## What the exercise asks
Output all the data exactly. Pictures do not belong in the copy.
=======
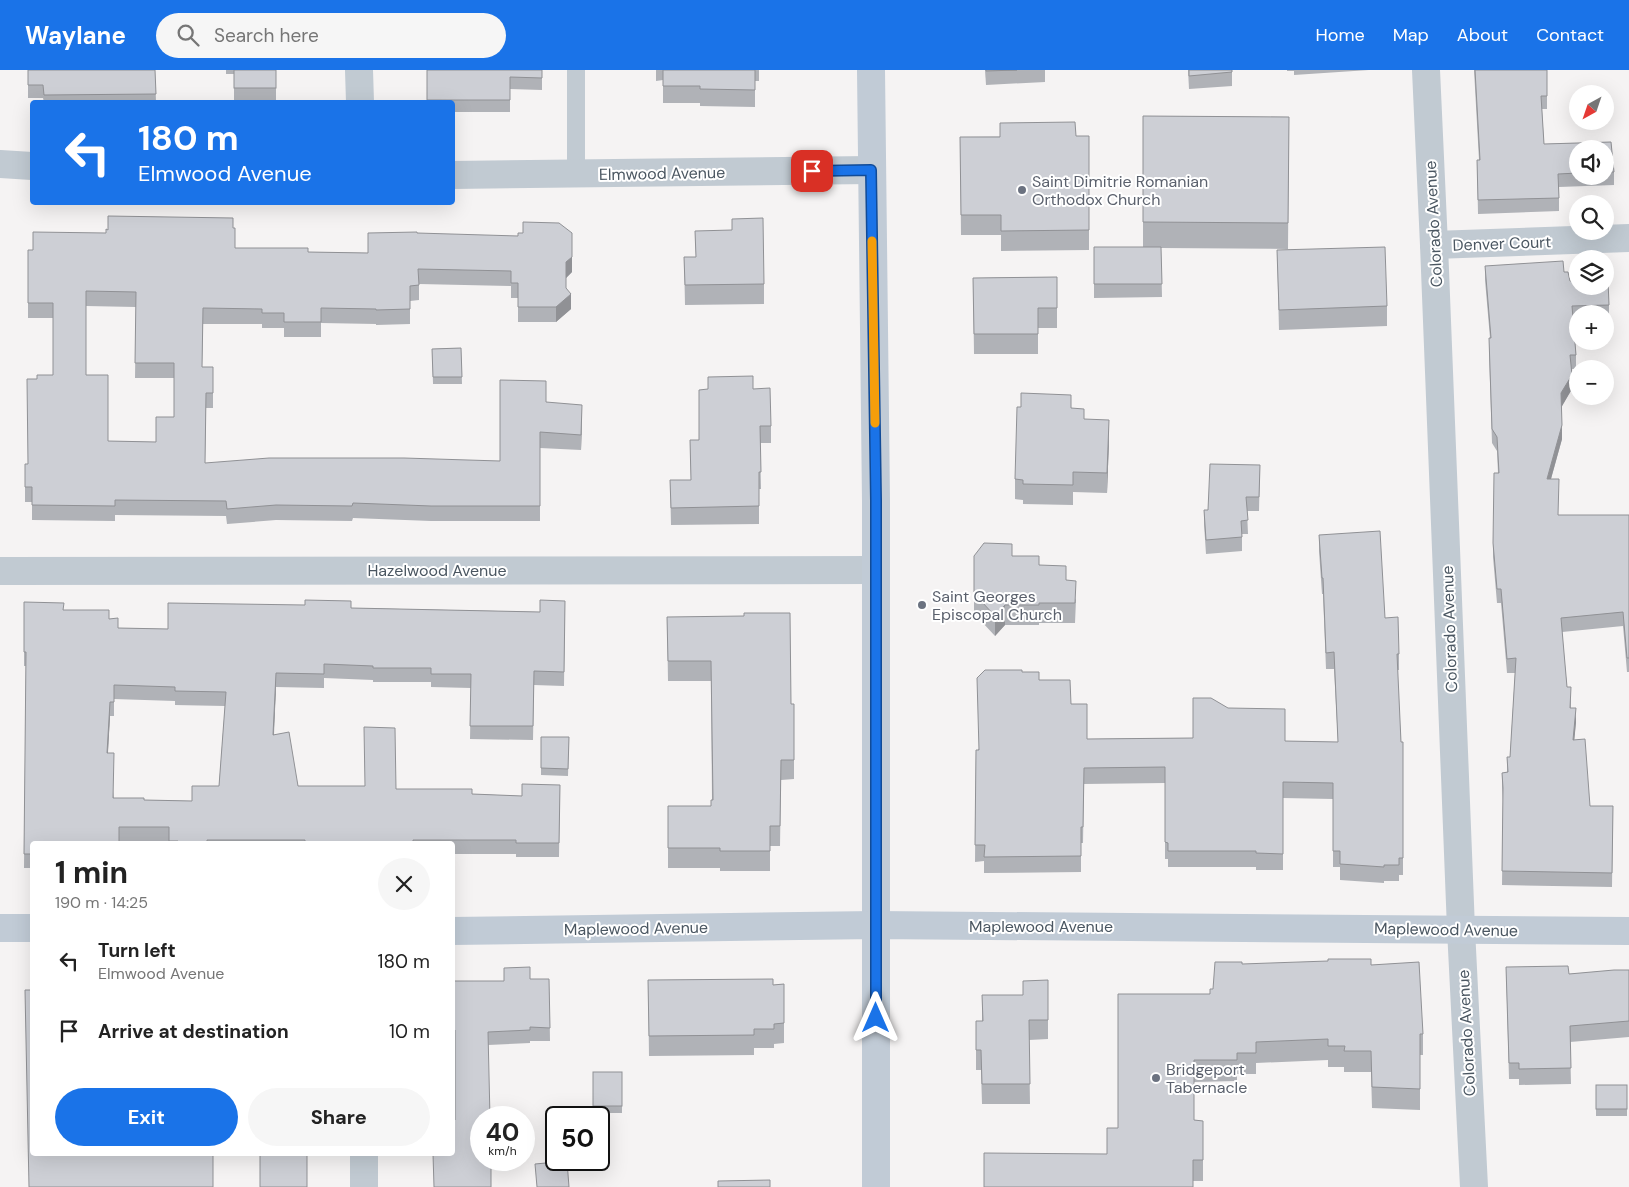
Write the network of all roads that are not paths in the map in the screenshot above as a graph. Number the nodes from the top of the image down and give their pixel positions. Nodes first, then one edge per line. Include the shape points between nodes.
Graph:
1 (359, 70) edge
2 (576, 70) edge
3 (871, 70) edge
4 (1426, 70) edge
5 (360, 100) edge
6 (0, 164) edge
7 (30, 166) edge
8 (871, 170) junction
9 (576, 174) junction
10 (455, 175) edge
11 (1629, 238) edge
12 (1434, 245) junction
13 (874, 570) junction
14 (0, 571) edge
15 (876, 925) junction
16 (0, 928) edge
17 (30, 928) edge
18 (1461, 928) junction
19 (455, 930) edge
20 (1629, 931) edge
21 (364, 1156) edge
22 (364, 1187) edge
23 (876, 1187) edge
24 (1474, 1187) edge

1 - 5 street
2 - 9 lane
3 - 8 street
4 - 12 street, Colorado Avenue
6 - 7 street
8 - 9 street, Elmwood Avenue
8 - 13 street via 876,500
9 - 10 street, Elmwood Avenue
11 - 12 street, Denver Court
12 - 18 street, Colorado Avenue
13 - 14 street, Hazelwood Avenue
13 - 15 street
15 - 18 street, Maplewood Avenue
15 - 19 street, Maplewood Avenue
15 - 23 street
16 - 17 street
18 - 20 street, Maplewood Avenue
18 - 24 street, Colorado Avenue
21 - 22 street

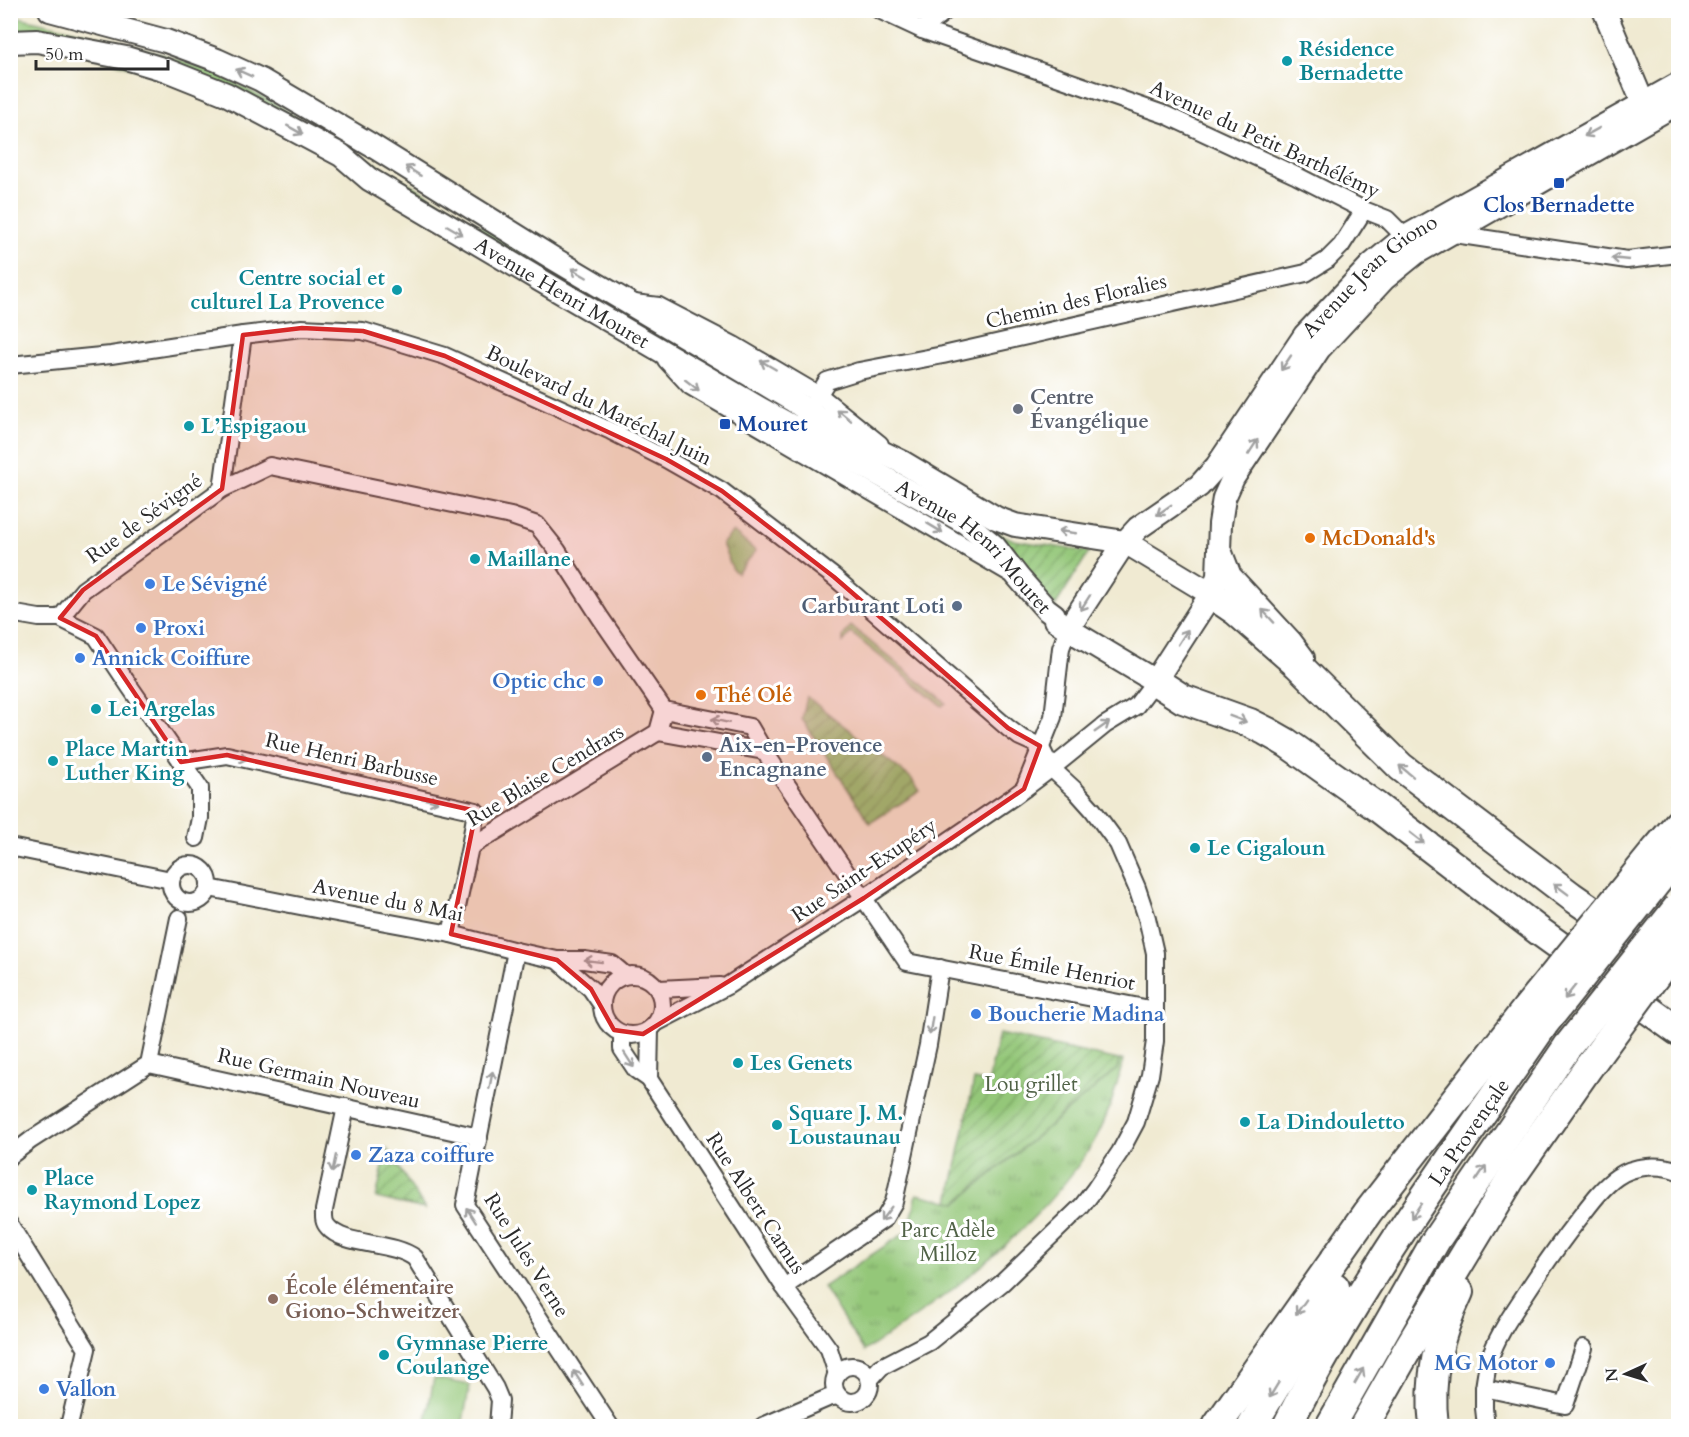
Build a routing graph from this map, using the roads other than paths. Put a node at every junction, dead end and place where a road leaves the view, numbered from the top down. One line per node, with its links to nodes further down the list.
1 (50, 10): 7 (main road, Avenue Henri Mouret)
2 (81, 10): 7 (street)
3 (879, 10): 6 (street, Avenue du Petit Barthélémy)
4 (947, 10): 6 (street)
5 (1604, 10): 11 (main road)
6 (922, 30): 13 (street, Avenue du Petit Barthélémy)
7 (166, 41): 21 (main road, Avenue Henri Mouret, one-way to 7)
8 (10, 42): 19 (main road, Avenue Henri Mouret, one-way to 19)
9 (1678, 84): 11 (main road, Avenue Jean Giono)
10 (1678, 103): 11 (main road, Avenue Jean Giono)
11 (1646, 111): 12 (main road, Avenue Jean Giono); 16 (main road, Avenue Jean Giono, one-way to 16)
12 (1492, 209): 14 (main road, Avenue Jean Giono); 15 (street)
13 (1364, 210): 16 (street, Avenue du Petit Barthélémy); 21 (street, Chemin des Floralies)
14 (1449, 233): 15 (street); 16 (main road, Avenue Jean Giono)
15 (1493, 239): 17 (street, one-way to 15)
16 (1411, 241): 23 (main road, Avenue Jean Giono, one-way to 23); 24 (main road, Avenue Jean Giono, one-way to 16)
17 (1678, 254)
18 (243, 335): 20 (street, Boulevard du Maréchal Juin); 22 (street, Rue de Sévigné); 34 (street, Boulevard du Maréchal Juin)
19 (651, 344): 21 (main road, Avenue Henri Mouret); 25 (street, one-way to 25)
20 (10, 365)
21 (808, 412): 23 (main road, Avenue Henri Mouret, one-way to 21); 25 (main road, Avenue Henri Mouret)
22 (222, 489): 28 (street, Rue de Sévigné); 32 (street)
23 (1125, 542): 26 (main road); 29 (main road, Avenue Jean Giono, one-way to 29)
24 (1220, 552): 26 (main road, Avenue Jean Giono); 31 (main road, one-way to 24)
25 (1018, 577): 29 (main road, Avenue Henri Mouret)
26 (1211, 594): 30 (main road, Avenue Jean Giono, one-way to 26); 31 (highway)
27 (10, 613): 28 (street)
28 (60, 618): 36 (street)
29 (1068, 629): 30 (main road, Avenue Henri Mouret); 34 (street)
30 (1155, 681): 37 (street, Rue Saint-Exupéry, one-way to 30); 62 (highway, one-way to 62)
31 (1328, 696): 54 (highway, one-way to 31)
32 (664, 710): 33 (street, Rue Blaise Cendrars); 35 (street, one-way to 32)
33 (658, 732): 35 (street, Rue Blaise Cendrars); 42 (street, Rue Blaise Cendrars)
34 (1040, 746): 37 (street); 38 (street)
35 (764, 751): 46 (street)
36 (181, 762): 40 (street); 42 (street, Rue Henri Barbusse, one-way to 42)
37 (1051, 768): 38 (street, Rue Saint-Exupéry); 59 (street)
38 (1024, 789): 46 (street, Rue Saint-Exupéry)
39 (1678, 824): 43 (highway)
40 (196, 838)
41 (10, 847): 44 (street)
42 (470, 847): 49 (street, Rue Blaise Cendrars)
43 (1668, 856): 60 (highway, one-way to 60, bridge)
44 (171, 880): 45 (street); 45 (street)
45 (209, 888): 49 (street, Avenue du 8 Mai)
46 (864, 898): 53 (street, Rue Émile Henriot); 56 (street, Rue Saint-Exupéry)
47 (1678, 907): 84 (highway, La Provençale, one-way to 47, bridge)
48 (179, 918): 64 (street)
49 (451, 934): 51 (street, Avenue du 8 Mai)
50 (1678, 945): 65 (highway, bridge)
51 (516, 951): 52 (street, Avenue du 8 Mai); 68 (street, Rue Jules Verne, one-way to 51)
52 (557, 960): 55 (street, Avenue du 8 Mai, one-way to 52); 58 (street, Avenue du 8 Mai)
53 (940, 968): 59 (street, Rue Émile Henriot); 72 (street, one-way to 72)
54 (1678, 970)
55 (625, 975): 57 (street); 58 (street)
56 (727, 986): 57 (street); 61 (street, Rue Saint-Exupéry)
57 (658, 989): 61 (street)
58 (602, 1005): 63 (street)
59 (1155, 1010): 74 (street)
60 (1535, 1017): 81 (highway, one-way to 81); 82 (highway, one-way to 82); 83 (highway, La Provençale, one-way to 83)
61 (654, 1026): 63 (street); 66 (street)
62 (1678, 1031)
63 (622, 1034): 66 (street, Rue Albert Camus, one-way to 66)
64 (149, 1064): 67 (street, Rue Germain Nouveau); 69 (street)
65 (1590, 1065): 85 (highway); 86 (highway)
66 (649, 1079): 72 (street, Rue Albert Camus)
67 (345, 1107): 68 (street, Rue Germain Nouveau); 78 (street, one-way to 78)
68 (479, 1137): 79 (street, Rue Jules Verne, one-way to 68)
69 (10, 1156)
70 (1678, 1172): 75 (street)
71 (10, 1225): 77 (street)
72 (784, 1287): 74 (street, Rue Albert Camus)
73 (1584, 1348): 75 (street)
74 (860, 1371): 76 (street); 76 (street)
75 (1484, 1388): 87 (street)
76 (838, 1396): 80 (street)
77 (69, 1426)
78 (498, 1426)
79 (610, 1426)
80 (763, 1426)
81 (1217, 1426)
82 (1252, 1426)
83 (1287, 1426)
84 (1330, 1426)
85 (1364, 1426)
86 (1434, 1426)
87 (1486, 1426)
=======
## Solution to the problem
Write the network of all roads that are not paths in the map in the screenshot above as a graph. Number the nodes from the top of the image down and give their pixel positions. Nodes first, then one edge per line. Include the shape points between nodes.
Graph:
1 (359, 70) edge
2 (576, 70) edge
3 (871, 70) edge
4 (1426, 70) edge
5 (360, 100) edge
6 (0, 164) edge
7 (30, 166) edge
8 (871, 170) junction
9 (576, 174) junction
10 (455, 175) edge
11 (1629, 238) edge
12 (1434, 245) junction
13 (874, 570) junction
14 (0, 571) edge
15 (876, 925) junction
16 (0, 928) edge
17 (30, 928) edge
18 (1461, 928) junction
19 (455, 930) edge
20 (1629, 931) edge
21 (364, 1156) edge
22 (364, 1187) edge
23 (876, 1187) edge
24 (1474, 1187) edge

1 - 5 street
2 - 9 lane
3 - 8 street
4 - 12 street, Colorado Avenue
6 - 7 street
8 - 9 street, Elmwood Avenue
8 - 13 street via 876,500
9 - 10 street, Elmwood Avenue
11 - 12 street, Denver Court
12 - 18 street, Colorado Avenue
13 - 14 street, Hazelwood Avenue
13 - 15 street
15 - 18 street, Maplewood Avenue
15 - 19 street, Maplewood Avenue
15 - 23 street
16 - 17 street
18 - 20 street, Maplewood Avenue
18 - 24 street, Colorado Avenue
21 - 22 street

Build a routing graph from this map, using the roads other than paths. Put a node at every junction, dead end and place where a road leaves the view, numbered from the top down. One line per node, with its links to nodes further down the list.
1 (50, 10): 7 (main road, Avenue Henri Mouret)
2 (81, 10): 7 (street)
3 (879, 10): 6 (street, Avenue du Petit Barthélémy)
4 (947, 10): 6 (street)
5 (1604, 10): 11 (main road)
6 (922, 30): 13 (street, Avenue du Petit Barthélémy)
7 (166, 41): 21 (main road, Avenue Henri Mouret, one-way to 7)
8 (10, 42): 19 (main road, Avenue Henri Mouret, one-way to 19)
9 (1678, 84): 11 (main road, Avenue Jean Giono)
10 (1678, 103): 11 (main road, Avenue Jean Giono)
11 (1646, 111): 12 (main road, Avenue Jean Giono); 16 (main road, Avenue Jean Giono, one-way to 16)
12 (1492, 209): 14 (main road, Avenue Jean Giono); 15 (street)
13 (1364, 210): 16 (street, Avenue du Petit Barthélémy); 21 (street, Chemin des Floralies)
14 (1449, 233): 15 (street); 16 (main road, Avenue Jean Giono)
15 (1493, 239): 17 (street, one-way to 15)
16 (1411, 241): 23 (main road, Avenue Jean Giono, one-way to 23); 24 (main road, Avenue Jean Giono, one-way to 16)
17 (1678, 254)
18 (243, 335): 20 (street, Boulevard du Maréchal Juin); 22 (street, Rue de Sévigné); 34 (street, Boulevard du Maréchal Juin)
19 (651, 344): 21 (main road, Avenue Henri Mouret); 25 (street, one-way to 25)
20 (10, 365)
21 (808, 412): 23 (main road, Avenue Henri Mouret, one-way to 21); 25 (main road, Avenue Henri Mouret)
22 (222, 489): 28 (street, Rue de Sévigné); 32 (street)
23 (1125, 542): 26 (main road); 29 (main road, Avenue Jean Giono, one-way to 29)
24 (1220, 552): 26 (main road, Avenue Jean Giono); 31 (main road, one-way to 24)
25 (1018, 577): 29 (main road, Avenue Henri Mouret)
26 (1211, 594): 30 (main road, Avenue Jean Giono, one-way to 26); 31 (highway)
27 (10, 613): 28 (street)
28 (60, 618): 36 (street)
29 (1068, 629): 30 (main road, Avenue Henri Mouret); 34 (street)
30 (1155, 681): 37 (street, Rue Saint-Exupéry, one-way to 30); 62 (highway, one-way to 62)
31 (1328, 696): 54 (highway, one-way to 31)
32 (664, 710): 33 (street, Rue Blaise Cendrars); 35 (street, one-way to 32)
33 (658, 732): 35 (street, Rue Blaise Cendrars); 42 (street, Rue Blaise Cendrars)
34 (1040, 746): 37 (street); 38 (street)
35 (764, 751): 46 (street)
36 (181, 762): 40 (street); 42 (street, Rue Henri Barbusse, one-way to 42)
37 (1051, 768): 38 (street, Rue Saint-Exupéry); 59 (street)
38 (1024, 789): 46 (street, Rue Saint-Exupéry)
39 (1678, 824): 43 (highway)
40 (196, 838)
41 (10, 847): 44 (street)
42 (470, 847): 49 (street, Rue Blaise Cendrars)
43 (1668, 856): 60 (highway, one-way to 60, bridge)
44 (171, 880): 45 (street); 45 (street)
45 (209, 888): 49 (street, Avenue du 8 Mai)
46 (864, 898): 53 (street, Rue Émile Henriot); 56 (street, Rue Saint-Exupéry)
47 (1678, 907): 84 (highway, La Provençale, one-way to 47, bridge)
48 (179, 918): 64 (street)
49 (451, 934): 51 (street, Avenue du 8 Mai)
50 (1678, 945): 65 (highway, bridge)
51 (516, 951): 52 (street, Avenue du 8 Mai); 68 (street, Rue Jules Verne, one-way to 51)
52 (557, 960): 55 (street, Avenue du 8 Mai, one-way to 52); 58 (street, Avenue du 8 Mai)
53 (940, 968): 59 (street, Rue Émile Henriot); 72 (street, one-way to 72)
54 (1678, 970)
55 (625, 975): 57 (street); 58 (street)
56 (727, 986): 57 (street); 61 (street, Rue Saint-Exupéry)
57 (658, 989): 61 (street)
58 (602, 1005): 63 (street)
59 (1155, 1010): 74 (street)
60 (1535, 1017): 81 (highway, one-way to 81); 82 (highway, one-way to 82); 83 (highway, La Provençale, one-way to 83)
61 (654, 1026): 63 (street); 66 (street)
62 (1678, 1031)
63 (622, 1034): 66 (street, Rue Albert Camus, one-way to 66)
64 (149, 1064): 67 (street, Rue Germain Nouveau); 69 (street)
65 (1590, 1065): 85 (highway); 86 (highway)
66 (649, 1079): 72 (street, Rue Albert Camus)
67 (345, 1107): 68 (street, Rue Germain Nouveau); 78 (street, one-way to 78)
68 (479, 1137): 79 (street, Rue Jules Verne, one-way to 68)
69 (10, 1156)
70 (1678, 1172): 75 (street)
71 (10, 1225): 77 (street)
72 (784, 1287): 74 (street, Rue Albert Camus)
73 (1584, 1348): 75 (street)
74 (860, 1371): 76 (street); 76 (street)
75 (1484, 1388): 87 (street)
76 (838, 1396): 80 (street)
77 (69, 1426)
78 (498, 1426)
79 (610, 1426)
80 (763, 1426)
81 (1217, 1426)
82 (1252, 1426)
83 (1287, 1426)
84 (1330, 1426)
85 (1364, 1426)
86 (1434, 1426)
87 (1486, 1426)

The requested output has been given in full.